The initial publication guidelines of immune monitoring strategies are based on the premise that reporting of immune monitoring data from clinical studies will benefit by accurately including information for 5 “modules” that critically impact test results. Detailed annotation of published data for these 5 topics will be of additional benefit if accompanied by the appropriate reporting of raw data to allow for full evaluation of the value of published data sets.

Module 1: The Sample

A. Donor: Essential information on donor including age, gender, HLA type, diagnosis, disease status, treatment, prior relevant treatments.

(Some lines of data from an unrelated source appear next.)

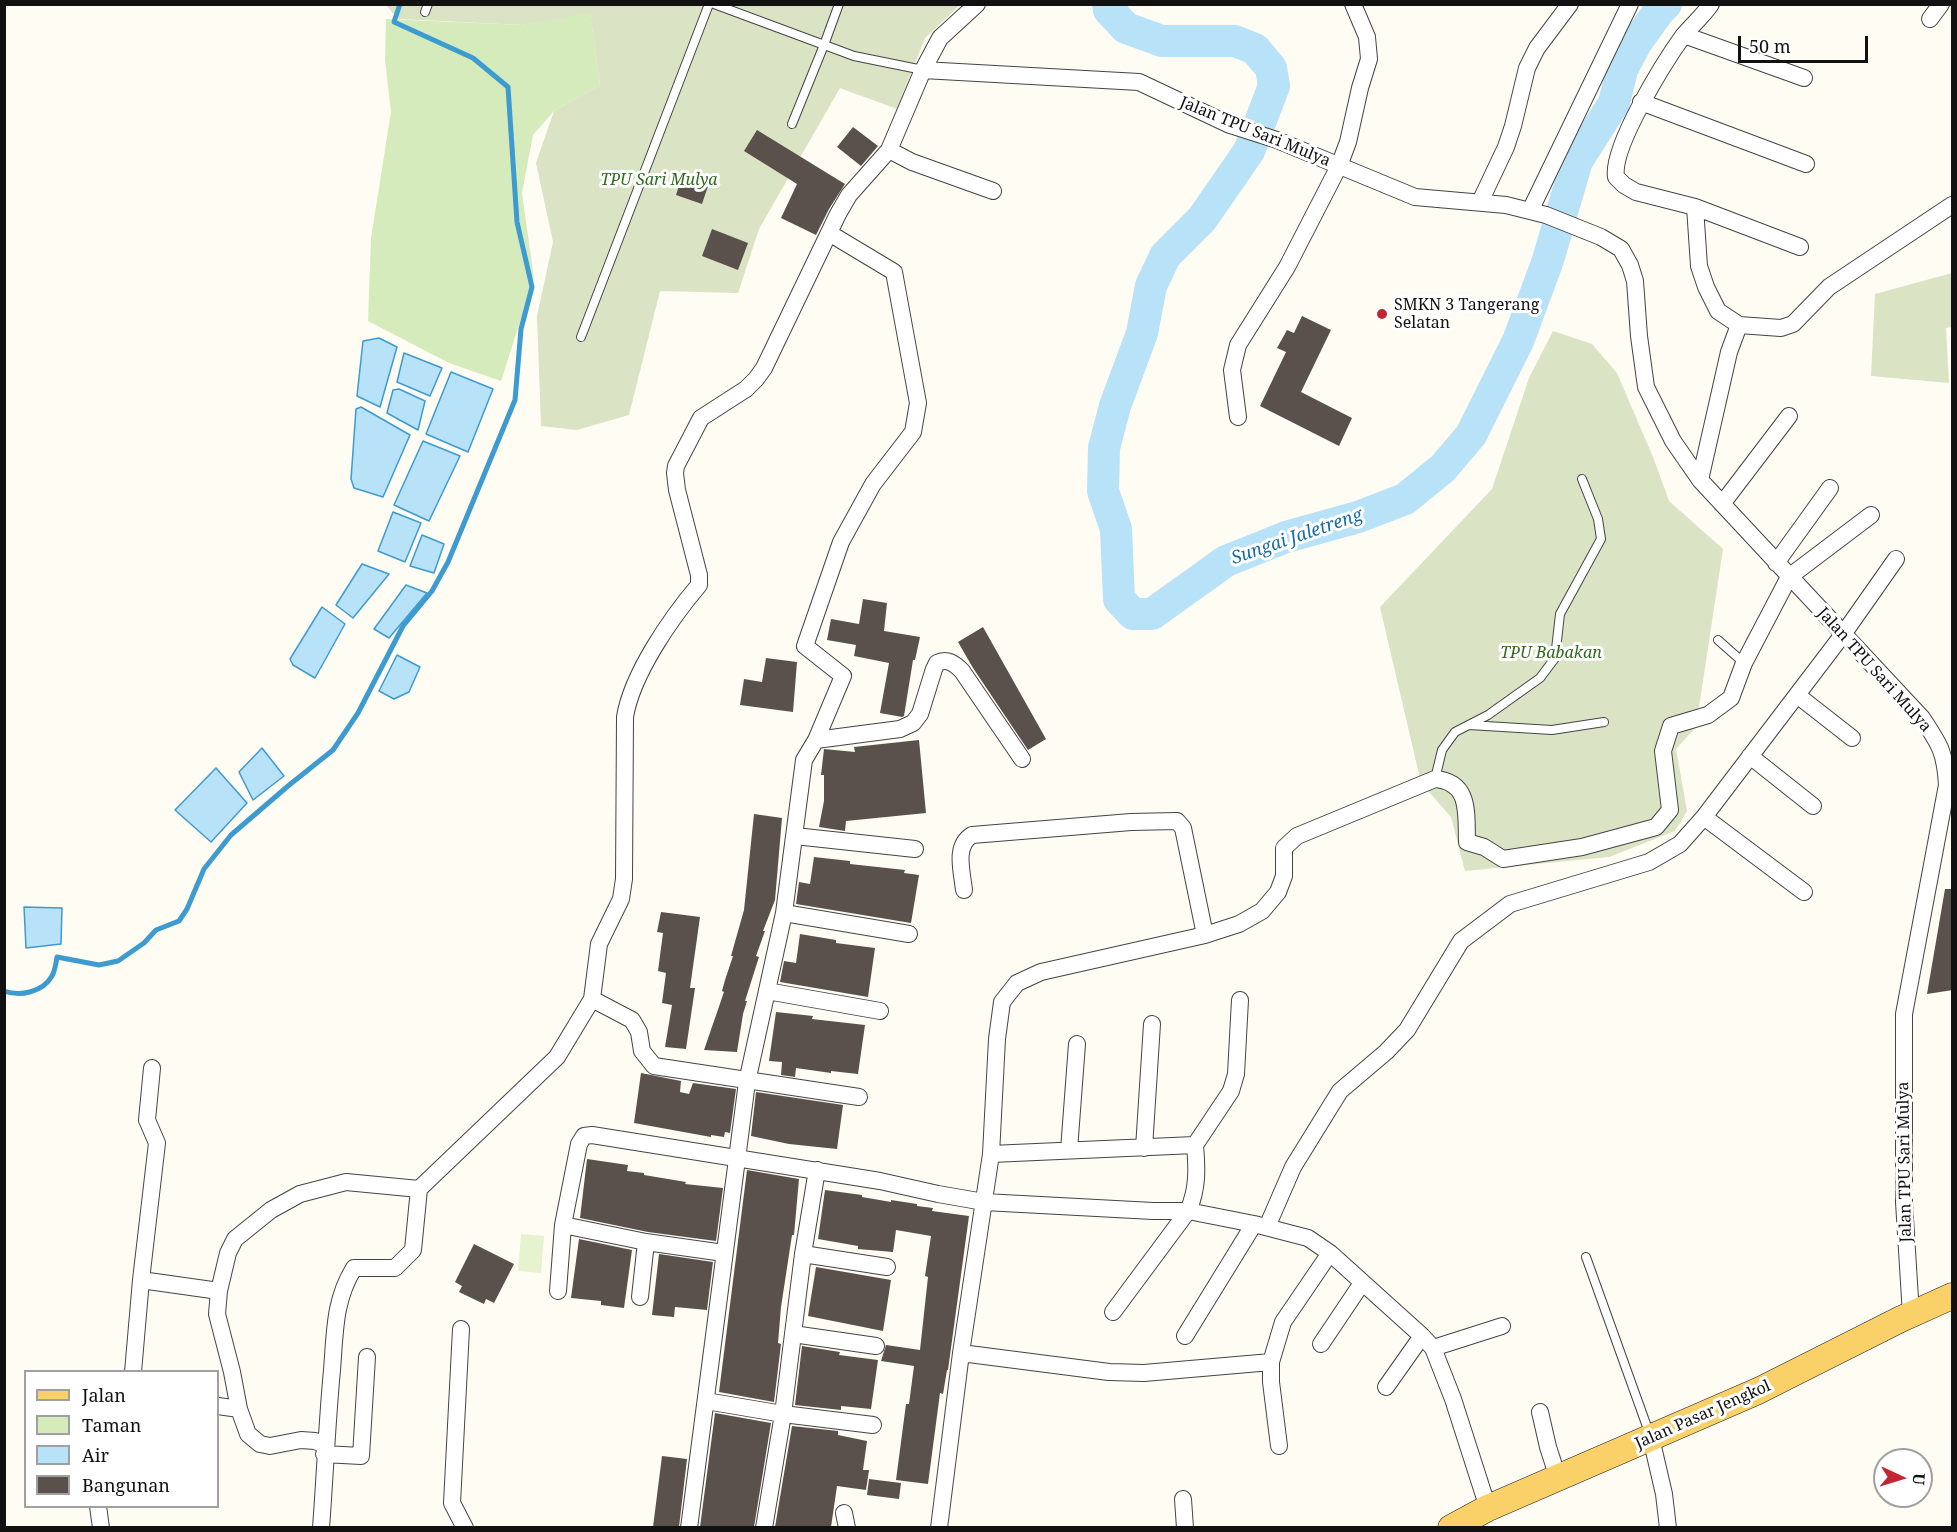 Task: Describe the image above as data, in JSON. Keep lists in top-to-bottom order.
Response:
{
  "streets": {
    "main road": ["Jalan Pasar Jengkol"],
    "street": ["Jalan TPU Sari Mulya"]
  },
  "crossings": [
    ["Jalan TPU Sari Mulya", "Jalan Pasar Jengkol"]
  ],
  "water": ["Sungai Jaletreng"],
  "parks": ["TPU Sari Mulya", "TPU Babakan"],
  "places": ["SMKN 3 Tangerang Selatan"],
  "legend": [
    "Jalan",
    "Taman",
    "Air",
    "Bangunan"
  ],
  "scale_bar": "50 m",
  "north": "right"
} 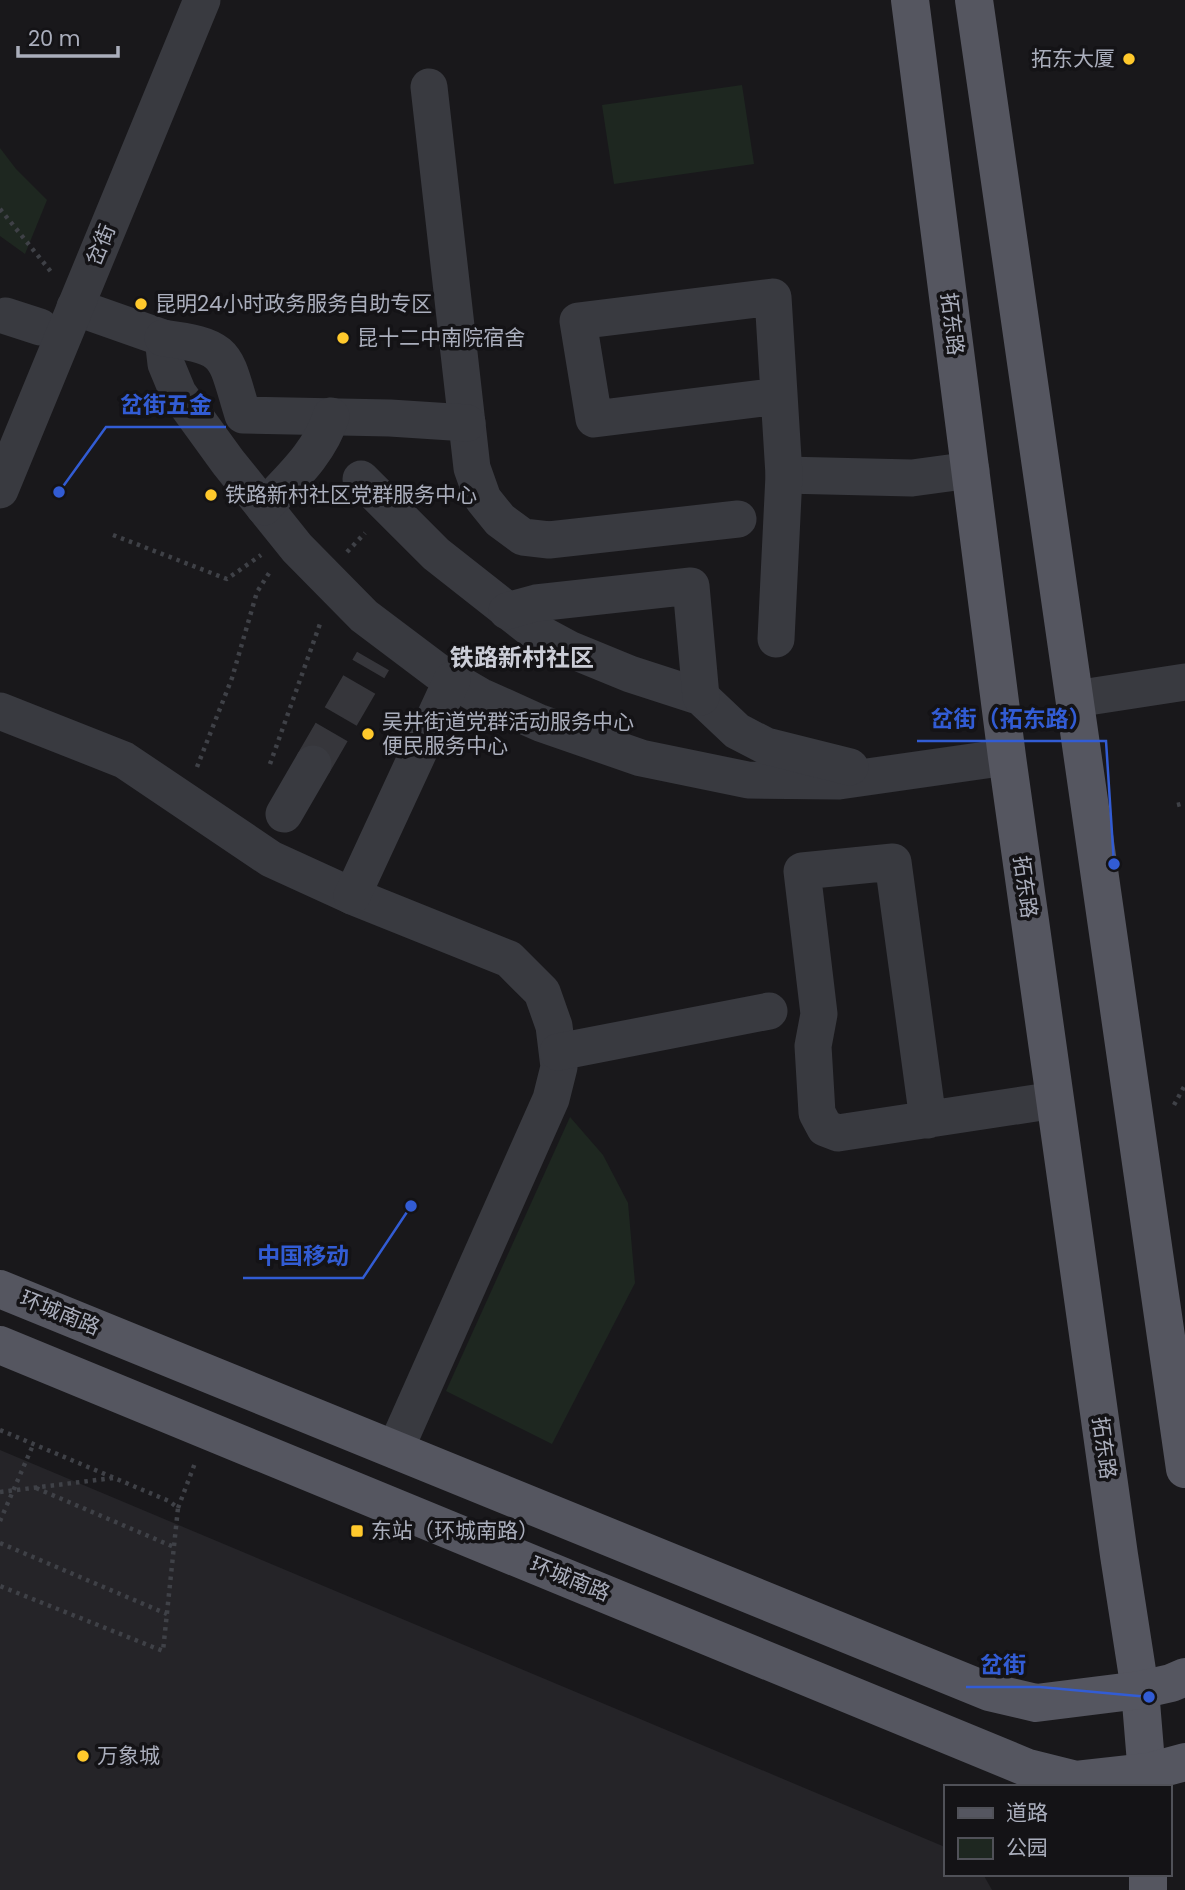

B. Source: Collection methodology for specimens (e.g. heparin, EDTA, citrate, other). Time lapse between blood draw and PBMC isolation, and interim storage. Methodology for PBMC isolation. Was shipment of specimen necessary? If yes, under which conditions was shipment performed? [1,2]

C. Cryopreservation and Storage: Methodology for cryopreservation (controlled temperature device, Mr. Frosty, other) and storage. Elapsed time between cryopreservation and final storage and final storage temperature. [1,2,3,4,5]

D. Description of quality assurance criteria applied for specimen and cut-off values for sample acceptance (e.g. viability, apoptosis, function). [5]

Module 2: The Assay

A. Cell counting: Methodology applied to count cells. Were viability and apoptosis assessed? If so report values. [5,6]

B. Medium/serum: Source of medium/serum used for the assay. Description of any pretesting performed and performance characteristics of the chosen medium/serum (e.g. background reactivity levels). [5,7,8]

C. Assay: An overview of critical assay procedures including source of main reagents and materials used and crucial treatment procedures of cells (e.g. overnight resting, in vitro stimulation). Description of any published harmonization guidelines and recommendations followed. [6,9,10,11]

D. Description of internal (e.g. positive control antigens or peptide pools, irrelevant or negative controls, mitogens) and external controls (e.g. PBMC reference samples) used in assay? [12,13,14] Description of quality assurance criteria for the controls including used peptide or peptide mixes. [15]

Module 3: Data acquisition

A. Description of equipment and software versions used for data acquisition. Setup of the equipment. Description of any methodologies employed for instrument calibration and validation and operator training. [16]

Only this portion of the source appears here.